Le dérapage du processus de paix est dangereux, a-t-il souligné : « L’Occident tente d’oublier l’Ukraine. Mais cette dernière revient sur le devant de la scène avec la recrudescence des tensions et de nouveaux morts ». En outre, le dossier du Donbass (et de la Crimée) se trouve actuellement au centre des relations russo-américaines. Sans compromis sur le problème ukrainien, il n’y aura pas de dialogue constructif entre Moscou et Washington. Or, les rapports entre ces deux pays concernent le monde entier, a-t-il expliqué.

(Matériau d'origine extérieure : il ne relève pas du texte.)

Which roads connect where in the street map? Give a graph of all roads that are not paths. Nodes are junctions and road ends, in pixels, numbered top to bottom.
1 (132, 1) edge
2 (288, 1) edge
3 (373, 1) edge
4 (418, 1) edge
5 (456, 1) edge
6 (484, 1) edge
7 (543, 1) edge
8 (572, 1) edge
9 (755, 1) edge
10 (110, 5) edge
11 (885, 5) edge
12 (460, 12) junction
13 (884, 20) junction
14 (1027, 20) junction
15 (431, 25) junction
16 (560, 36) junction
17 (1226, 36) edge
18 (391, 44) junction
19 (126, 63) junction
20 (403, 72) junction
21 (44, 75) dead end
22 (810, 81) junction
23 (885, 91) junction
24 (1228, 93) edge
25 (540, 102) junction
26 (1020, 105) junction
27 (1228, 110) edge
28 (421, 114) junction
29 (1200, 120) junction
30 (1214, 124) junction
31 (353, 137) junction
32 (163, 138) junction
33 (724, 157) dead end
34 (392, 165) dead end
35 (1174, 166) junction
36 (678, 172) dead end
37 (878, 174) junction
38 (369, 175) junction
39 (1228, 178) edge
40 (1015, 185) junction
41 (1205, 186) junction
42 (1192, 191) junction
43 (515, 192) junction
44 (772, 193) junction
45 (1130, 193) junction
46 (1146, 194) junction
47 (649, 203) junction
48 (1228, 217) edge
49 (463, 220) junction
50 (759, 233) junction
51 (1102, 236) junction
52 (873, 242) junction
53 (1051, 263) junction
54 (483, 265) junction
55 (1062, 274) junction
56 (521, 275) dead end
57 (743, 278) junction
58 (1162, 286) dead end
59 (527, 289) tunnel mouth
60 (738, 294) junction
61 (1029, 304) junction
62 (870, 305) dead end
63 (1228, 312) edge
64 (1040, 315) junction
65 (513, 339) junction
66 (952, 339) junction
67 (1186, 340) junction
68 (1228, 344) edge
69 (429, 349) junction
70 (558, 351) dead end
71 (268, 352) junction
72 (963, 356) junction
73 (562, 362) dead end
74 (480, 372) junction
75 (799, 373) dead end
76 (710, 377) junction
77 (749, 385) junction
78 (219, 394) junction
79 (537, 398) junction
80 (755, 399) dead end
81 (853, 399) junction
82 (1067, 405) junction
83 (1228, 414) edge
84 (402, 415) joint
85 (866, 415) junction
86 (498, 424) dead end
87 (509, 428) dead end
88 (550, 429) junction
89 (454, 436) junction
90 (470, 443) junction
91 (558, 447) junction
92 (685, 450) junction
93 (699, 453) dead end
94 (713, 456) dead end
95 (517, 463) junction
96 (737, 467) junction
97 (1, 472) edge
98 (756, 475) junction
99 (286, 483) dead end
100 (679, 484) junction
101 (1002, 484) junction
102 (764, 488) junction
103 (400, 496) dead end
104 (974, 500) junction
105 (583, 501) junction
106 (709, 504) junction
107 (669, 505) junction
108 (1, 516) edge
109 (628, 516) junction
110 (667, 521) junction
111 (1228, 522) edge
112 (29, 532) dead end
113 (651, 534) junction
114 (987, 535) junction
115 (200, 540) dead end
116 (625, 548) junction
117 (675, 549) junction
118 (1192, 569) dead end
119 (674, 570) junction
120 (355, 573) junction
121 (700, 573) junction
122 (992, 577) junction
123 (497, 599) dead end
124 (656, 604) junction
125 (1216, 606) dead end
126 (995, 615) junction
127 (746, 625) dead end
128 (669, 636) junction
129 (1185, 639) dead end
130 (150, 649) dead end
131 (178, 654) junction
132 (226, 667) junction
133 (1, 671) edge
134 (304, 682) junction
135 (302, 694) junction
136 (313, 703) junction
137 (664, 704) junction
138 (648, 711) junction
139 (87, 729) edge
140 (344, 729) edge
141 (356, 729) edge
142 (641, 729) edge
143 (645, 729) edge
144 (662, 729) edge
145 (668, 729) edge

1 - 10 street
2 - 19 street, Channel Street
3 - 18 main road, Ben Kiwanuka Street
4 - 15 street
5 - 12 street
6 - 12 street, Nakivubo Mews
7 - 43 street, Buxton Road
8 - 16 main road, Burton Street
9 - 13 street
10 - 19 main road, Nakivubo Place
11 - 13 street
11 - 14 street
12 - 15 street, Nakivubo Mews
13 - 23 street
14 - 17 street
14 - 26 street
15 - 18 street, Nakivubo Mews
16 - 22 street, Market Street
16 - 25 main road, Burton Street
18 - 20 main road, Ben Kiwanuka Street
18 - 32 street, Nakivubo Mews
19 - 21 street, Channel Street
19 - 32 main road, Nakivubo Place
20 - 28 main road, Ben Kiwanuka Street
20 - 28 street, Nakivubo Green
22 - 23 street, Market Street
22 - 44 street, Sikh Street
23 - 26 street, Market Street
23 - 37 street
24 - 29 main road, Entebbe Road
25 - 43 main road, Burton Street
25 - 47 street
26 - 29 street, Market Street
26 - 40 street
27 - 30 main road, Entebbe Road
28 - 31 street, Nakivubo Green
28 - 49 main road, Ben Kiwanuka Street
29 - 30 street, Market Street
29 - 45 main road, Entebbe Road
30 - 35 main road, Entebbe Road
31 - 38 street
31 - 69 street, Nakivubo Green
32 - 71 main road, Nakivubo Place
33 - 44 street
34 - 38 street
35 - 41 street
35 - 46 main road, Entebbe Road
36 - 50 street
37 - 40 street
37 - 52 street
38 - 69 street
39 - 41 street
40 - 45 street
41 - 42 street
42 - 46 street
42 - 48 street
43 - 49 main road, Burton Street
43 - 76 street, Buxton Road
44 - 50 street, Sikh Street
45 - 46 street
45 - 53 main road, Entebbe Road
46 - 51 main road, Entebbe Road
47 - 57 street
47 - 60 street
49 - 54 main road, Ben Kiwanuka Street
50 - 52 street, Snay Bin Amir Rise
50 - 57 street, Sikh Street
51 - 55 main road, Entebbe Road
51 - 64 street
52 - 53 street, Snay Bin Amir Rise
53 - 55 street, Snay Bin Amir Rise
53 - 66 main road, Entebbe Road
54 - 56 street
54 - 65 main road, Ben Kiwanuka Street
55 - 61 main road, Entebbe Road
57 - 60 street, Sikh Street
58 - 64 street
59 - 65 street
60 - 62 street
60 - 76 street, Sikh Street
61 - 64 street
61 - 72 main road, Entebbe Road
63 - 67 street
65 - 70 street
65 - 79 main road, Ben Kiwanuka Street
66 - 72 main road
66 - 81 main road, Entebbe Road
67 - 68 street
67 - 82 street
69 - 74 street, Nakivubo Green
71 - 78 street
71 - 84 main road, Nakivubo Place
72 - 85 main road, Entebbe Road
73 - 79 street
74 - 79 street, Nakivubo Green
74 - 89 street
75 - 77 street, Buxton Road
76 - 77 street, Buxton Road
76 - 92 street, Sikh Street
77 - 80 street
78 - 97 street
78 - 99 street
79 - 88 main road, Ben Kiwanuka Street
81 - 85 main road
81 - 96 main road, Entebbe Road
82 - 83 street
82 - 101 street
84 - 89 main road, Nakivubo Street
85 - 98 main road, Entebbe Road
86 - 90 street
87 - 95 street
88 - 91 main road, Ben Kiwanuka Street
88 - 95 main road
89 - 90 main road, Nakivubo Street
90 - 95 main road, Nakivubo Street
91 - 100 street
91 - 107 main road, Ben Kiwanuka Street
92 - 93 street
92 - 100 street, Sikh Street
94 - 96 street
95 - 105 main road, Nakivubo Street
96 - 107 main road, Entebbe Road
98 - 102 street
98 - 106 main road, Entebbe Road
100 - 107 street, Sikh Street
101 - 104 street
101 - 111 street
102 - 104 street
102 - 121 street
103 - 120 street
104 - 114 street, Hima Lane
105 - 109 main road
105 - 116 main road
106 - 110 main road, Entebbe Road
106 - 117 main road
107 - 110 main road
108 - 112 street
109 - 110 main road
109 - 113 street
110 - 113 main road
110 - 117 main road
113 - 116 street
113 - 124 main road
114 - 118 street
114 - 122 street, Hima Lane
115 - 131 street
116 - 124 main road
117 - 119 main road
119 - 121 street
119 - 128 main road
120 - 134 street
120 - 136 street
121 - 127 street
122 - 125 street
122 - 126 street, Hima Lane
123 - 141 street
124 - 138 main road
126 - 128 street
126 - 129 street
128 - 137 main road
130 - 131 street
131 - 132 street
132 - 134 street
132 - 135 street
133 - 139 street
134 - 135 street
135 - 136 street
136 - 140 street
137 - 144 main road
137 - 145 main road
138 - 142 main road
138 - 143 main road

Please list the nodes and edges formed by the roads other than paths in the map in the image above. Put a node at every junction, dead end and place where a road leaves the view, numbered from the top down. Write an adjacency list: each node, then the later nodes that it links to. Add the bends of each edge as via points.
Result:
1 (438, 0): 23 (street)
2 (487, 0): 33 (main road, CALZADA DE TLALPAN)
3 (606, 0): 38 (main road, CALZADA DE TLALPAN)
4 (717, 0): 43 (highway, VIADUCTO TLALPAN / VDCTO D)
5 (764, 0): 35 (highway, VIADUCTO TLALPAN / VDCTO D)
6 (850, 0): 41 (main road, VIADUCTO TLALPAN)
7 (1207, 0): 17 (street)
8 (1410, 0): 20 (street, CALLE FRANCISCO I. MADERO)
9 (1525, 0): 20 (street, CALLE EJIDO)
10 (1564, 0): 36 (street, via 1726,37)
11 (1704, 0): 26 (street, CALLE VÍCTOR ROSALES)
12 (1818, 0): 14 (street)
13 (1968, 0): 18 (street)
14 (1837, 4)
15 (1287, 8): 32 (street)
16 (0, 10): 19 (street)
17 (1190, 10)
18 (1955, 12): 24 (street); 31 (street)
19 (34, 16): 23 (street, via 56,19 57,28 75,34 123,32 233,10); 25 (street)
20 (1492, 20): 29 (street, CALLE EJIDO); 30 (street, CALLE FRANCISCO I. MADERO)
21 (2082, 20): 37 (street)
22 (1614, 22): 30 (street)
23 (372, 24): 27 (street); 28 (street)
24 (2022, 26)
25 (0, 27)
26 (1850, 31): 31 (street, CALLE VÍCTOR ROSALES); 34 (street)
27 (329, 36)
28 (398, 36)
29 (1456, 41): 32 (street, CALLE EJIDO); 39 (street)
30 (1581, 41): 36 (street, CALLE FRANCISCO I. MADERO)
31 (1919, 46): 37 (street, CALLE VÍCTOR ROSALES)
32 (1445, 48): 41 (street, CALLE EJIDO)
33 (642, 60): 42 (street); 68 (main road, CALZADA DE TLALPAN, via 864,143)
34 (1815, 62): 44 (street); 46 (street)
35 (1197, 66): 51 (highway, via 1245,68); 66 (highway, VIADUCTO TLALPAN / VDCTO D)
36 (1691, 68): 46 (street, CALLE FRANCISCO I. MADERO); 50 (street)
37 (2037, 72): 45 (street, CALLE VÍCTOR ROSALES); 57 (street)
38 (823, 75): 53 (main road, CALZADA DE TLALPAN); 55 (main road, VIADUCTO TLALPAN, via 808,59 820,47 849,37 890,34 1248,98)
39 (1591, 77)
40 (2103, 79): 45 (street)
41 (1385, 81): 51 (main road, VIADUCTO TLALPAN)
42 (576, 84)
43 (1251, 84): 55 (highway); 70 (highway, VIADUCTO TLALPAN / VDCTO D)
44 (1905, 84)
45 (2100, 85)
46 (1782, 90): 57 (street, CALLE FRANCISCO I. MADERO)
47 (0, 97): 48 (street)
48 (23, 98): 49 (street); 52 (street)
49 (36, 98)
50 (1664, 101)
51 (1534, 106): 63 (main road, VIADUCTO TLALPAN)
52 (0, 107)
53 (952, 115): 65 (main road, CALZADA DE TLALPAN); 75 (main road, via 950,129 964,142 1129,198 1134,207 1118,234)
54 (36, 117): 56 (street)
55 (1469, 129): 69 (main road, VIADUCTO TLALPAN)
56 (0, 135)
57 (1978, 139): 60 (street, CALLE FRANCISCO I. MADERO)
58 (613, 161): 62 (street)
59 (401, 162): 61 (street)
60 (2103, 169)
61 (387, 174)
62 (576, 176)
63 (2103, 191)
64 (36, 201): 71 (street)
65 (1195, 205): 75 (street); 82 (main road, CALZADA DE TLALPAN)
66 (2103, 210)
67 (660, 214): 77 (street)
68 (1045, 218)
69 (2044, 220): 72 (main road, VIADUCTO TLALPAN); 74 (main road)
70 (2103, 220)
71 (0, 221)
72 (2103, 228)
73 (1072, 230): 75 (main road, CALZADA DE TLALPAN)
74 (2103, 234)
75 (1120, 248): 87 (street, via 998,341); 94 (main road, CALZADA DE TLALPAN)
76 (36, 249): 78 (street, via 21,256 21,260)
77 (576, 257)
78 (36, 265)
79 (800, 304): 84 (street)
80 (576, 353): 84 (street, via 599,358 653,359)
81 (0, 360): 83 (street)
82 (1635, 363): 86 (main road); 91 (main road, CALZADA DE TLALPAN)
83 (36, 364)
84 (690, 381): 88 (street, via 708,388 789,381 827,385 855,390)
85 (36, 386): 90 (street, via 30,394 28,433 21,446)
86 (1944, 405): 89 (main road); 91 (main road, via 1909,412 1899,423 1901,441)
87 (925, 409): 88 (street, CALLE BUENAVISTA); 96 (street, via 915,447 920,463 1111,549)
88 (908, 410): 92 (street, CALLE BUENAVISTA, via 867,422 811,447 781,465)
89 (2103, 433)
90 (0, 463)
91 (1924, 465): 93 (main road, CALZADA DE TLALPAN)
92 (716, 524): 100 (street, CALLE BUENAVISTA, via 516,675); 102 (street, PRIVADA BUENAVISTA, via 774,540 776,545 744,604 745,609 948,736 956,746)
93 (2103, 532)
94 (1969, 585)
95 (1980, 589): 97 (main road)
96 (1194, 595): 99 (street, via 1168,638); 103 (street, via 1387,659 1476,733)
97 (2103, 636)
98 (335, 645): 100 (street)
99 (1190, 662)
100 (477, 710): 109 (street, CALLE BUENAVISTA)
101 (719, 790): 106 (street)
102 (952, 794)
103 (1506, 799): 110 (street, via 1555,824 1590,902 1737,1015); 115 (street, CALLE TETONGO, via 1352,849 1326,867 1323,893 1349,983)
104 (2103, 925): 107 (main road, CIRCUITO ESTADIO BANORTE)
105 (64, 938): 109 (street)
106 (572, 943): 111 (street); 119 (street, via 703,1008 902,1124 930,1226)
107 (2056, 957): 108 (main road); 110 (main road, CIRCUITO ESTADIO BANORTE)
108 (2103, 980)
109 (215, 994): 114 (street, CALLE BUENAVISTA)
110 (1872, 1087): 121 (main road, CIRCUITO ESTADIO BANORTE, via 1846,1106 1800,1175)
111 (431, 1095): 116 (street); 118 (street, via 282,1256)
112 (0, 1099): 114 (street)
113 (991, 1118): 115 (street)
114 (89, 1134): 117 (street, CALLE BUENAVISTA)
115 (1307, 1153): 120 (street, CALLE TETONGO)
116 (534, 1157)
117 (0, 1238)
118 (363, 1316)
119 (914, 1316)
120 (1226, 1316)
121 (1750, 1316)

Selon le doyen de la faculté d’économie mondiale et de politique internationale à la Haute école d’économie, Sergueï Karaganov, il n’existe à l’heure actuelle aucune alternative aux accords de Minsk, mais pour les faire appliquer, il est indispensable qu’une pression soit exercée sur les parties en conflit par des forces extérieures, en l’occurrence la Russie et les États-Unis.
« Les pays européens sont confrontés à leurs propres problèmes et leur influence sur l’Ukraine est infime. Un rôle important du côté de l’Occident ne peut être joué que par Washington », a-t-il fait remarquer.
Vladimir Ievseïev est du même avis, mais indique qu’il est inutile de se perdre en conjectures pour savoir si la Russie et les États-Unis arriveront à un compromis sur l’Ukraine. « Personne ne sait quelle sera la position de l’administration de Donald Trump sur le problème ukrainien, a-t-il noté. La position de la Russie est claire et la balle est désormais dans le camp de Washington ».